WORK REQUIRED: Exactly as written, please repeat the data that follows, but not the pictures.

RECORDS TO USE Block Start

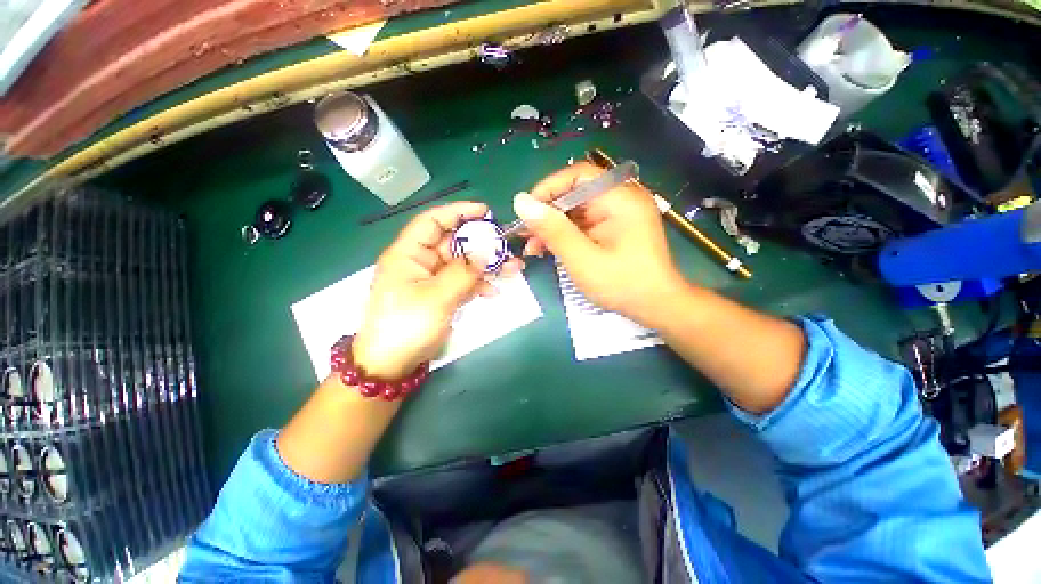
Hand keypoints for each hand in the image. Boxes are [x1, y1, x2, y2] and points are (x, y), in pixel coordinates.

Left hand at [353, 202, 522, 379]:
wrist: (392, 365)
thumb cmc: (407, 326)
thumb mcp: (437, 297)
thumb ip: (463, 272)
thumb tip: (486, 253)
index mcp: (409, 254)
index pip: (433, 221)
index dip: (458, 212)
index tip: (485, 212)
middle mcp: (420, 262)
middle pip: (454, 244)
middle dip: (482, 245)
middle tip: (508, 247)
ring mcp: (432, 281)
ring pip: (462, 264)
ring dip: (486, 266)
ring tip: (513, 269)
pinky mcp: (440, 296)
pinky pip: (462, 283)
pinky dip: (478, 285)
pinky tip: (494, 291)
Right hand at [514, 162, 683, 324]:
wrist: (657, 307)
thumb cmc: (623, 284)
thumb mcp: (582, 259)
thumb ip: (553, 230)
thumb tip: (521, 202)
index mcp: (620, 199)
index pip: (578, 176)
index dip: (548, 189)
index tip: (526, 211)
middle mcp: (621, 199)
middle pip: (575, 194)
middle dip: (547, 214)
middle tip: (525, 235)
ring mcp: (619, 215)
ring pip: (577, 211)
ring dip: (553, 227)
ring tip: (533, 248)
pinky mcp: (615, 229)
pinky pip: (584, 224)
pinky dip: (566, 235)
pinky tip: (549, 250)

RECORDS TO USE Block End

RESULT OF THIS TASK:
Hand keypoints for each hand in the image. Boxes are [x1, y1, x2, y2] and points are (x, y), in pixel coordinates.

Left hand at [353, 202, 522, 379]:
wrist: (392, 365)
thumb cmc: (407, 326)
thumb mcp: (437, 297)
thumb ip: (463, 272)
thumb tip: (486, 253)
index mcp: (409, 254)
index pip: (433, 221)
index dip: (458, 212)
index tip: (485, 212)
middle mcp: (420, 262)
middle pip: (454, 244)
middle dip: (482, 245)
middle tip: (508, 247)
ring mcp: (432, 281)
ring pip: (462, 264)
ring dip: (486, 266)
ring tip: (513, 269)
pinky mcp: (440, 296)
pinky pip: (462, 283)
pinky dip: (478, 285)
pinky tip: (494, 291)
Right hand at [514, 162, 683, 324]:
wrist: (657, 307)
thumb cmc: (623, 284)
thumb mcp: (582, 259)
thumb ip: (553, 230)
thumb tip: (521, 202)
index mcp: (620, 199)
index pip: (578, 176)
index dip: (548, 189)
index tip: (526, 211)
middle mcp: (621, 199)
middle pip: (575, 194)
middle dip: (547, 214)
middle tip: (525, 235)
ring mcp: (619, 215)
ring pip: (577, 211)
ring dip: (553, 227)
ring tip: (533, 248)
pinky mcp: (615, 229)
pinky pip: (584, 224)
pinky dip: (566, 235)
pinky tip: (549, 250)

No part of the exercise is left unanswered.